Collected data
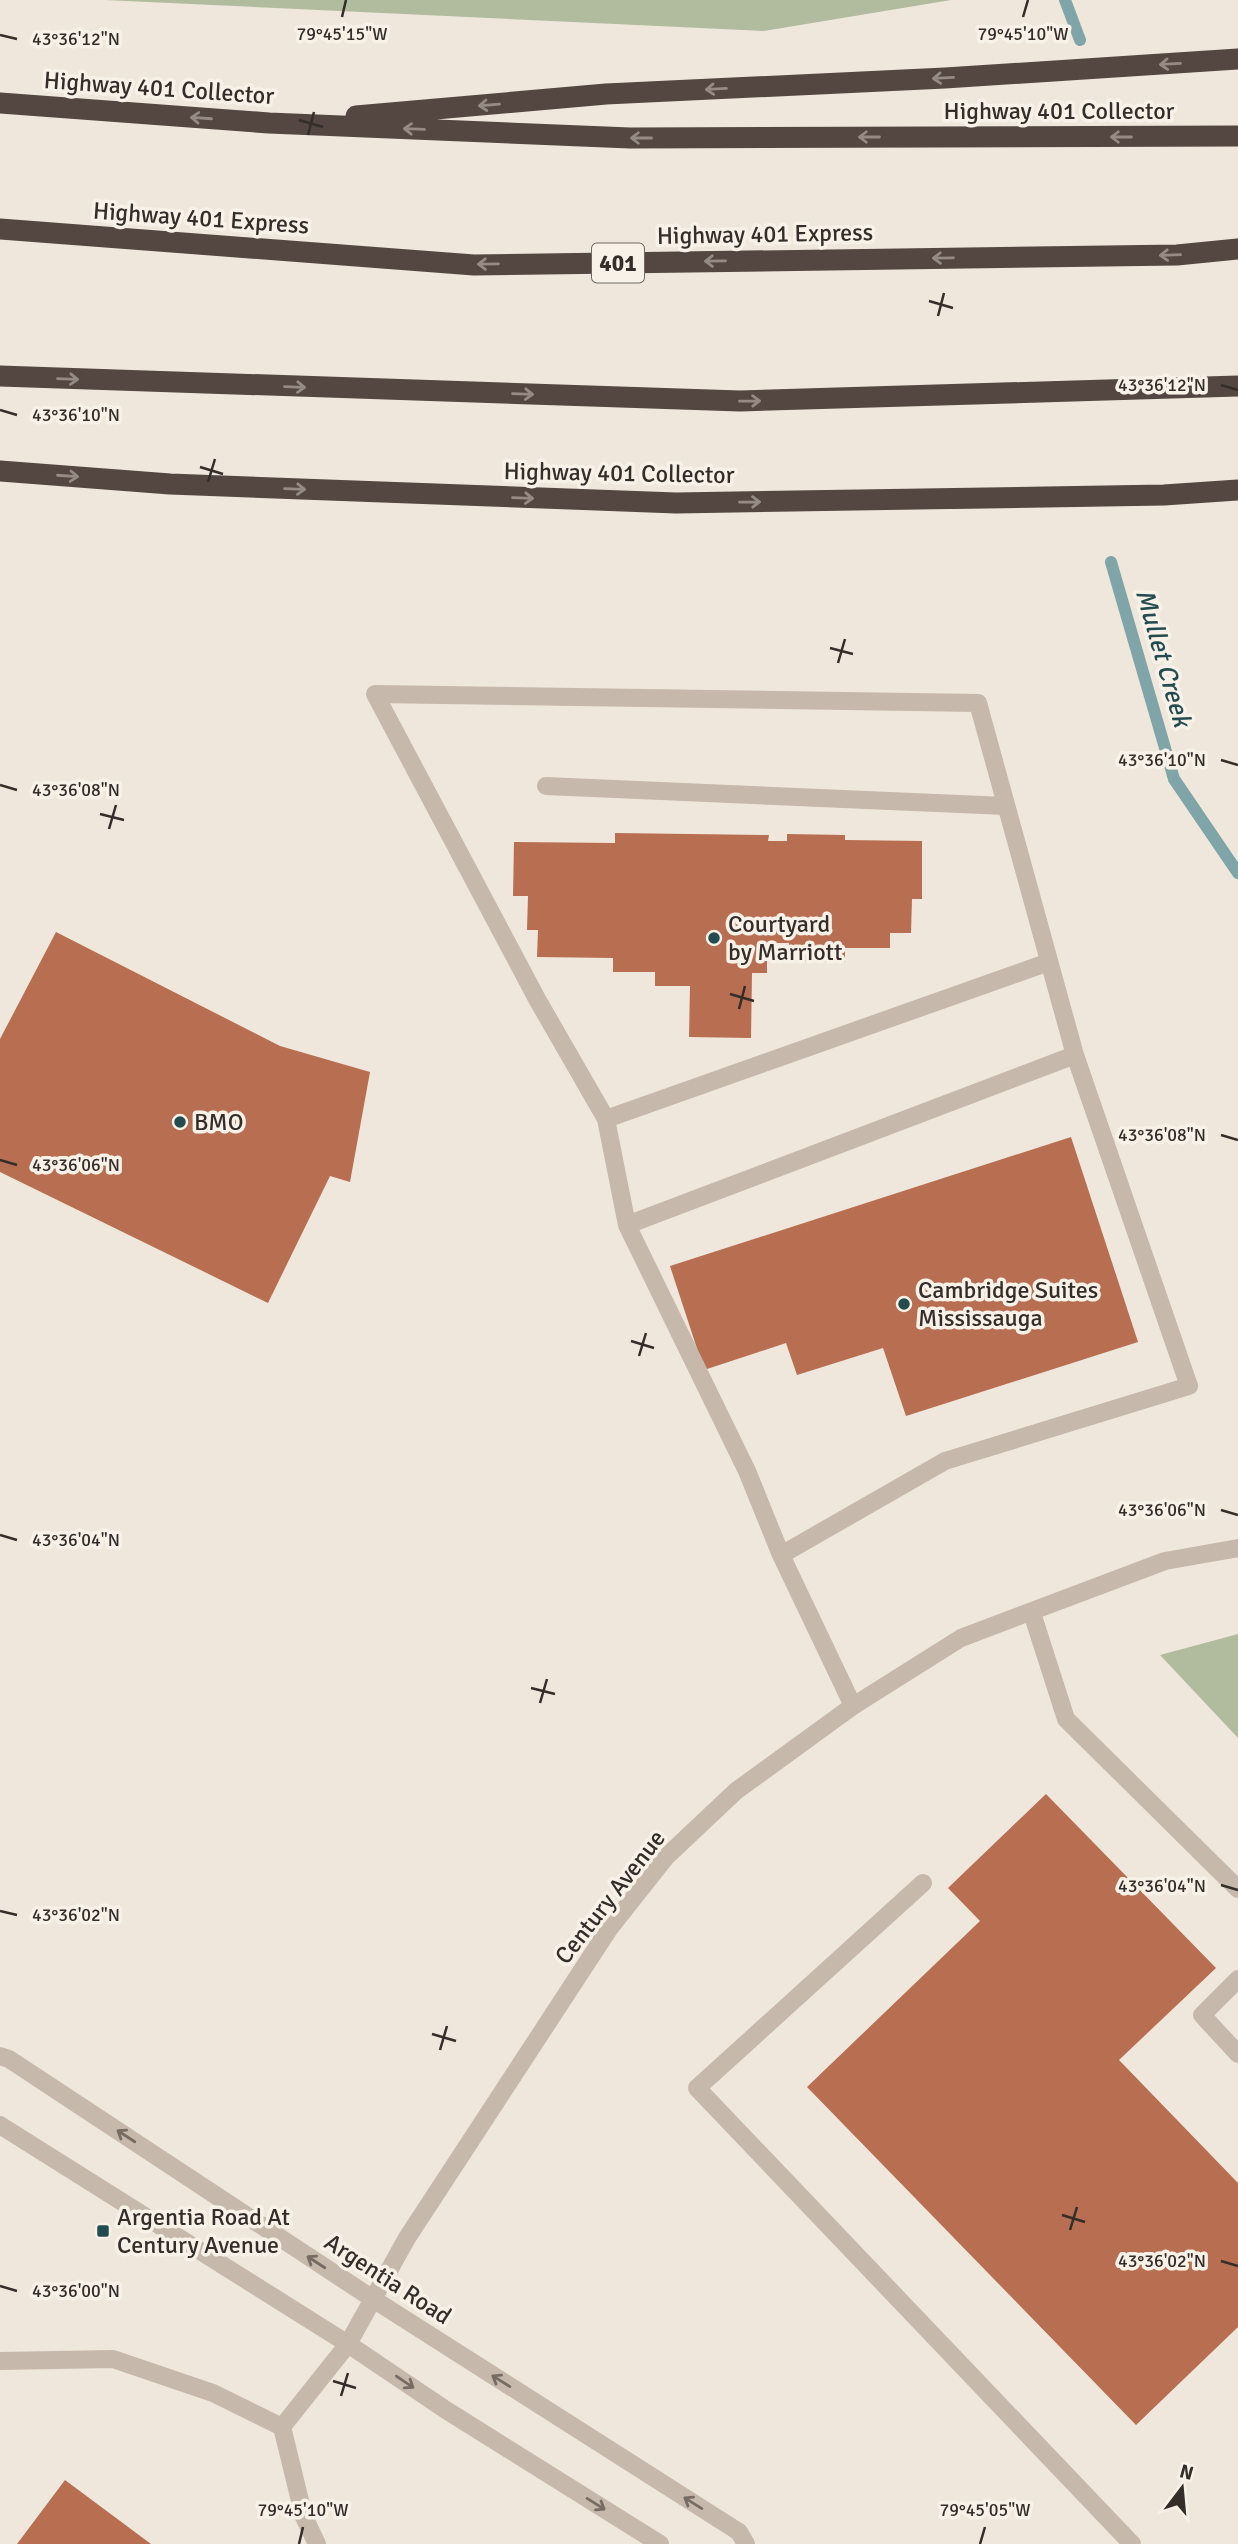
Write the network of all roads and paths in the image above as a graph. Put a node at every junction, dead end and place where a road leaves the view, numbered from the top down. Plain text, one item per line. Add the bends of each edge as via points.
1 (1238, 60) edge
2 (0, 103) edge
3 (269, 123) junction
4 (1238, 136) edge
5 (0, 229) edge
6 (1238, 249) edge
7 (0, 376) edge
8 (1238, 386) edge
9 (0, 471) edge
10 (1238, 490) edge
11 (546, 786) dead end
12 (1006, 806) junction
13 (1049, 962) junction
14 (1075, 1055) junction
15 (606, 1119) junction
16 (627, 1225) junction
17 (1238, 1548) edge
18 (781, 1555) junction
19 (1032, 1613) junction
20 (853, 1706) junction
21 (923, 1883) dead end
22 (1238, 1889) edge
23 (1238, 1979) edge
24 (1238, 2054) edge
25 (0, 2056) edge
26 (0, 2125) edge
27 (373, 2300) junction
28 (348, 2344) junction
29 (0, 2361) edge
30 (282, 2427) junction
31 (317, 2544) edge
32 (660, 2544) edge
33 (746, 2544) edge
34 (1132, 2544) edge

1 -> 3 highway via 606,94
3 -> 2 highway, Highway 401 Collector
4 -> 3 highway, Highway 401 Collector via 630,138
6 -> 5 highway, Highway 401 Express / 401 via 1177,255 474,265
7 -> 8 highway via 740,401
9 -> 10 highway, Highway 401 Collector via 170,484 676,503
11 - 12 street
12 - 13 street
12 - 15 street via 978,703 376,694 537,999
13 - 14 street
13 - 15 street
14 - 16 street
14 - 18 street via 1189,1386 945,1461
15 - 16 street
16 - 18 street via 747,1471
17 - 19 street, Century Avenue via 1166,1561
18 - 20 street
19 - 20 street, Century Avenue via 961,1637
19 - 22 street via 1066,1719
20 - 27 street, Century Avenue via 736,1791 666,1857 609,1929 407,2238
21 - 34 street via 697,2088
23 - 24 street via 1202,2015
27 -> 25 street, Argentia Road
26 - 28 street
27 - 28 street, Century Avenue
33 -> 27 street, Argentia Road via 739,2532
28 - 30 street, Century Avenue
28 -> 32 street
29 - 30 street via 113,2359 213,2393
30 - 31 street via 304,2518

■ Assigned task
Out of the records, collect only those lines that contain the string "Century".

■ Exercise solution
17 - 19 street, Century Avenue via 1166,1561
19 - 20 street, Century Avenue via 961,1637
20 - 27 street, Century Avenue via 736,1791 666,1857 609,1929 407,2238
27 - 28 street, Century Avenue
28 - 30 street, Century Avenue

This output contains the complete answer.